The Furries say "Hello."

Let’s back this up a bit. As every Pittsburgher knows, the Furries hold their annual gathering here. Seeing people walking around with anything from a tail to tail and ears to full-blown get-ups that include heads with blinking eyes and animatronic mouths that open and close and noses that wrinkle is fairly common. So, Furry Watching has become a new event for a lot of us. Go Downtown, take pictures of them or with them, and generally watch them do their thing and be amused.

This year was my first year going down, and I was with my buddy Chris, who is a veteran Furry watcher. And honestly, we had a great time. The Furries folks are generally very friendly, always willing to pose for a camera shot and, in general, seem to be having a great time. Chris and I managed to sneak in to watch the Furries parade, and also walked around to see the convention center — it was a blast. It was kind of eye-opening, too. I mean, there were like 1,000 Furries with full-bore costumes going on, and over 30,000 there in attendance. Never could believe that there would be so many people there, and that I would be down watching them. I guess they were the second largest convention this year, only trailing the NRA. (And truth be told, I’d rather have the Furries back than those NRA assholes who kept gridlocking traffic downtown.)

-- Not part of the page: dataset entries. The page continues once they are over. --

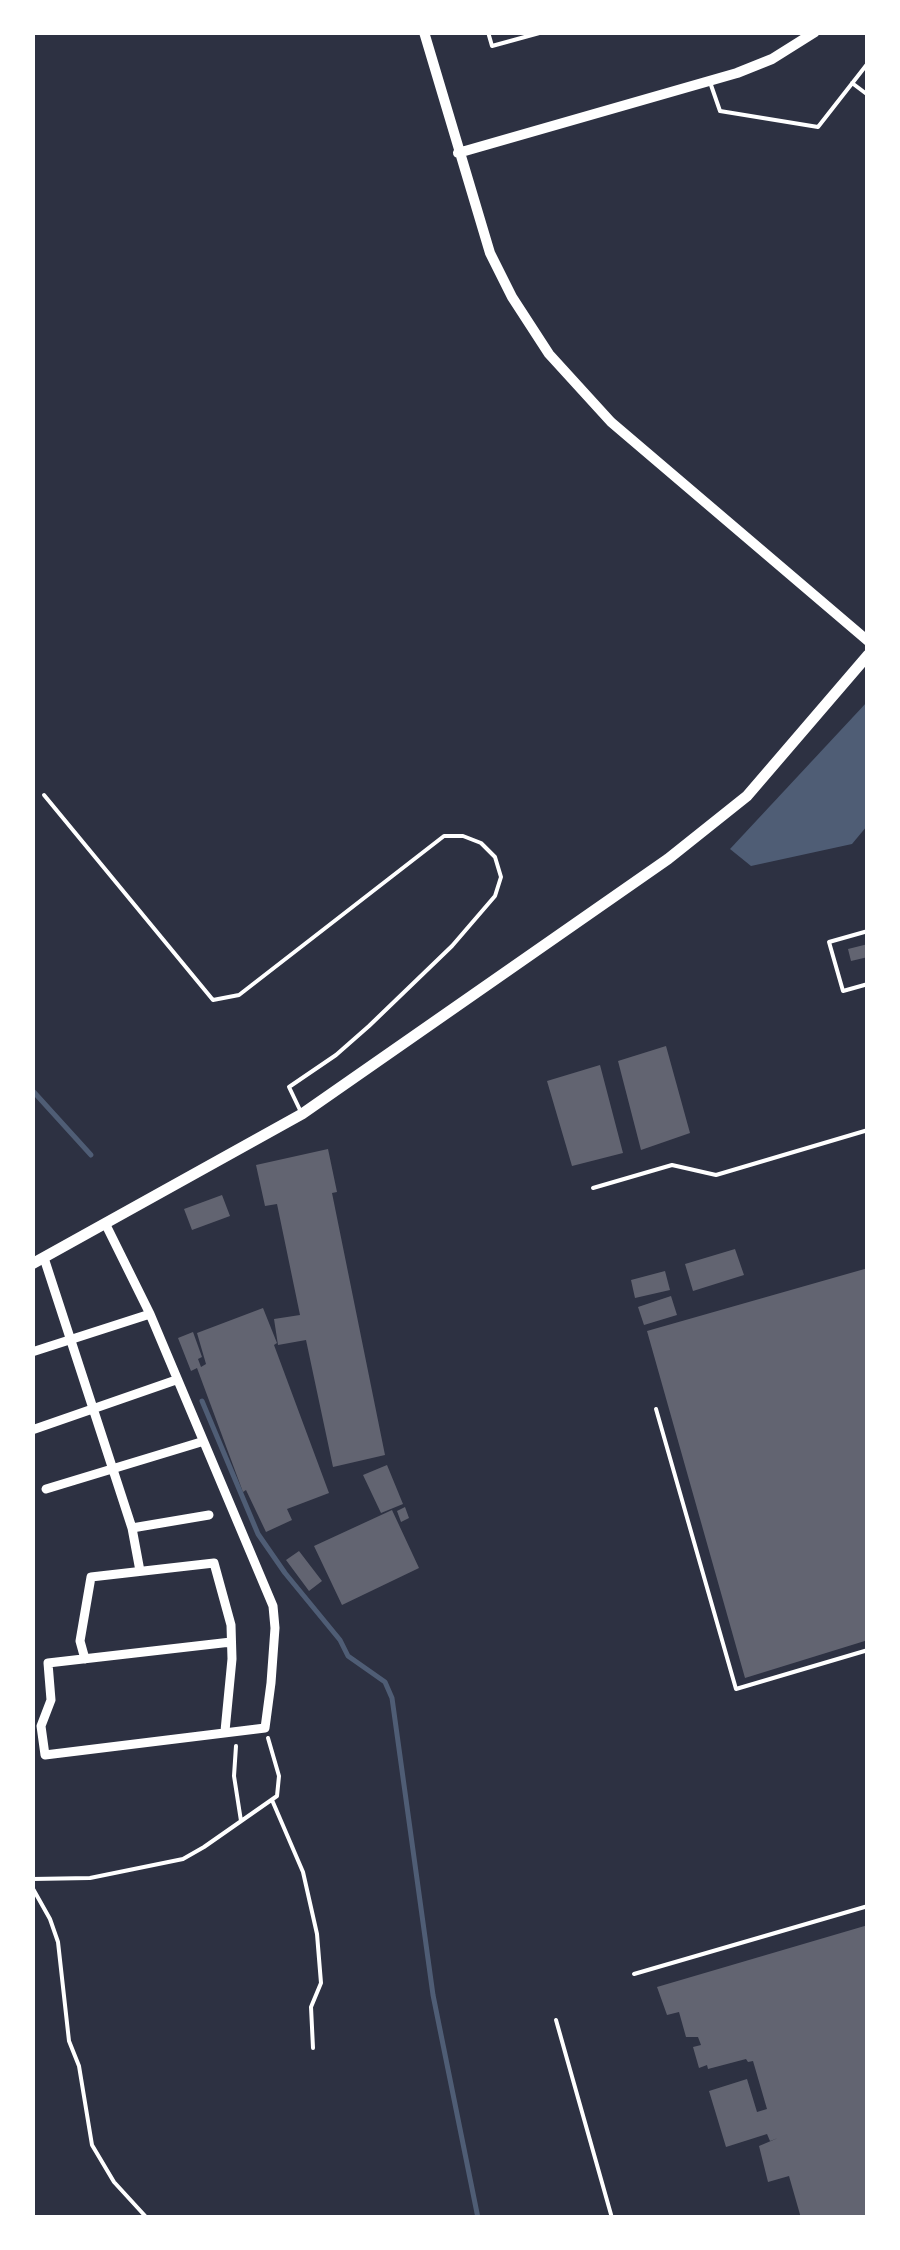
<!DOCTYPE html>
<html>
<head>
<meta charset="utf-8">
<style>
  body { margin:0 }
  #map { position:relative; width:900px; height:2250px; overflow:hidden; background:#2d3142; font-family:Ubuntu,sans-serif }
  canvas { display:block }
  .frame { position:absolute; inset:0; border:35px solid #fff; pointer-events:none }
</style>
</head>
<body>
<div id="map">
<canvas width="900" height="2250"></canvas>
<div class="frame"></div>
</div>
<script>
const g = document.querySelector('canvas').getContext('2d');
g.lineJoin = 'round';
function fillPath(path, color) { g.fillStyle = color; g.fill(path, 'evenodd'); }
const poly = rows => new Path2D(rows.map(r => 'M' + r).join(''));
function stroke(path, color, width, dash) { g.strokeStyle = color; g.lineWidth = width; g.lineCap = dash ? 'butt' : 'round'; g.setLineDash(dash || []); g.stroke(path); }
const water = poly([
  [867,702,867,826,852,844,751,866,730,849]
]);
const stream = poly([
  [32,1090,91,1155],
  [202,1401,258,1534,285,1573,340,1640,348,1656,385,1682,392,1698,433,1995,478,2218]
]);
const building = poly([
  [868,944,868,957,851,961,848,949],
  [666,1046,690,1133,641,1150,618,1061],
  [600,1065,623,1153,572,1166,547,1081],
  [328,1149,337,1192,332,1193,385,1455,333,1467,306,1340,278,1345,274,1319,300,1315,277,1204,265,1206,256,1165],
  [222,1195,230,1216,192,1230,184,1209],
  [735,1249,744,1275,693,1291,685,1264],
  [868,1268,868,1640,745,1678,647,1331],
  [665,1271,670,1290,635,1298,631,1280],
  [671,1296,677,1315,644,1325,638,1307],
  [263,1308,277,1343,274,1345,329,1493,287,1509,292,1520,266,1532,246,1490,243,1492,197,1368,191,1371,178,1338,193,1332,202,1357,198,1359,201,1367,206,1364,197,1333],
  [387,1465,403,1504,381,1513,363,1475],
  [405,1507,409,1518,401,1522,397,1511],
  [392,1510,419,1568,342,1605,314,1546],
  [299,1551,322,1581,309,1591,286,1560],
  [868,1925,868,2218,801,2218,789,2176,768,2182,759,2146,778,2138,770,2141,767,2134,726,2147,709,2091,747,2079,757,2112,767,2109,753,2061,748,2062,746,2059,708,2069,707,2065,699,2068,693,2047,701,2045,698,2037,686,2037,679,2012,667,2015,657,1987]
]);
const path = poly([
  [236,1746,234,1776,241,1821],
  [272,1800,303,1872,317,1934,321,1983,311,2007,313,2048],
  [32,1879,90,1878,183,1859,204,1847,277,1796,279,1776,268,1738],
  [32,1887,50,1919,58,1942,69,2041,79,2066,92,2145,114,2182,147,2218]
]);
const service = poly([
  [488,32,492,46,543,32],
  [852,83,868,95],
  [711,85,720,111,818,127,868,63],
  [44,795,213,1000,239,995,444,836,463,836,481,843,495,857,501,877,495,896,452,946,369,1026,336,1055,289,1087,300,1110],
  [868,931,829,942,843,991,868,984],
  [593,1188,672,1165,716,1175,868,1130],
  [656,1409,736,1689,868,1650],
  [634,1974,868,1906],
  [556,2020,612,2218]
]);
const minor = poly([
  [105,1223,150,1314,273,1606,275,1628,271,1683,265,1728,45,1755,41,1726,51,1700,48,1663,231,1642],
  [44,1258,132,1528,140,1571],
  [32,1352,150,1314],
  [32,1430,176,1380],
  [46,1489,201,1442],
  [132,1528,209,1515],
  [85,1659,80,1641,91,1577,214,1563,231,1625,232,1659,225,1731]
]);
const tertiary = poly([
  [424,32,490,253,512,297,549,354,611,422,868,641],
  [458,153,737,73,772,59,815,32]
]);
const secondary = poly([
  [32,1264,302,1114,668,859,747,796,868,655]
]);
fillPath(water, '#4f5d75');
stroke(stream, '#4f5d75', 5);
fillPath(building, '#626471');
stroke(path, '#fff', 4);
stroke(service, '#fff', 4);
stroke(minor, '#fff', 9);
stroke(tertiary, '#fff', 10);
stroke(secondary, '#fff', 11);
</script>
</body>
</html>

Flash forward a few weeks later, and it’s my nephew’s birthday party. I’m talking to my brother-in-law about the whole thing. We laugh as we always do. I think nothing of it.

About a week later is when I got the call. Mom explains that she overheard me saying that I went to see The Furries. I say yes. She then says, “I have a question to ask you,” and then goes on with the usual claptrap that surrounds the group. “My friend says that they’re nothing but a kinky sex cult, and there’s Furries porn, and that some defecate into litter boxes and have the hotel staff empty them” …. That’s when I started laughing. I explained to her that there is a sex side to it, but for the most part, it’s just people who like dressing up as animals. It goes a bit deeper for some, but just like any group, you have your casual folks and your hardcore obsessives. I also told her that while there is, indeed, Furries porn, there is also porn for just about everything else, including the Smurfs, Cinderella, and just about anything else one can imagine. She seemed satisfied and to understand what I was saying.

“But I still have to ask you something ….”

“No mom, I’m not in a kinky sex cult. I mean, if I were, I think I would be a little more discreet than to talk about it at my nephew’s birthday party.”

She laughed, and that was that.

I still have no idea of what kind of man my mom thinks she raised.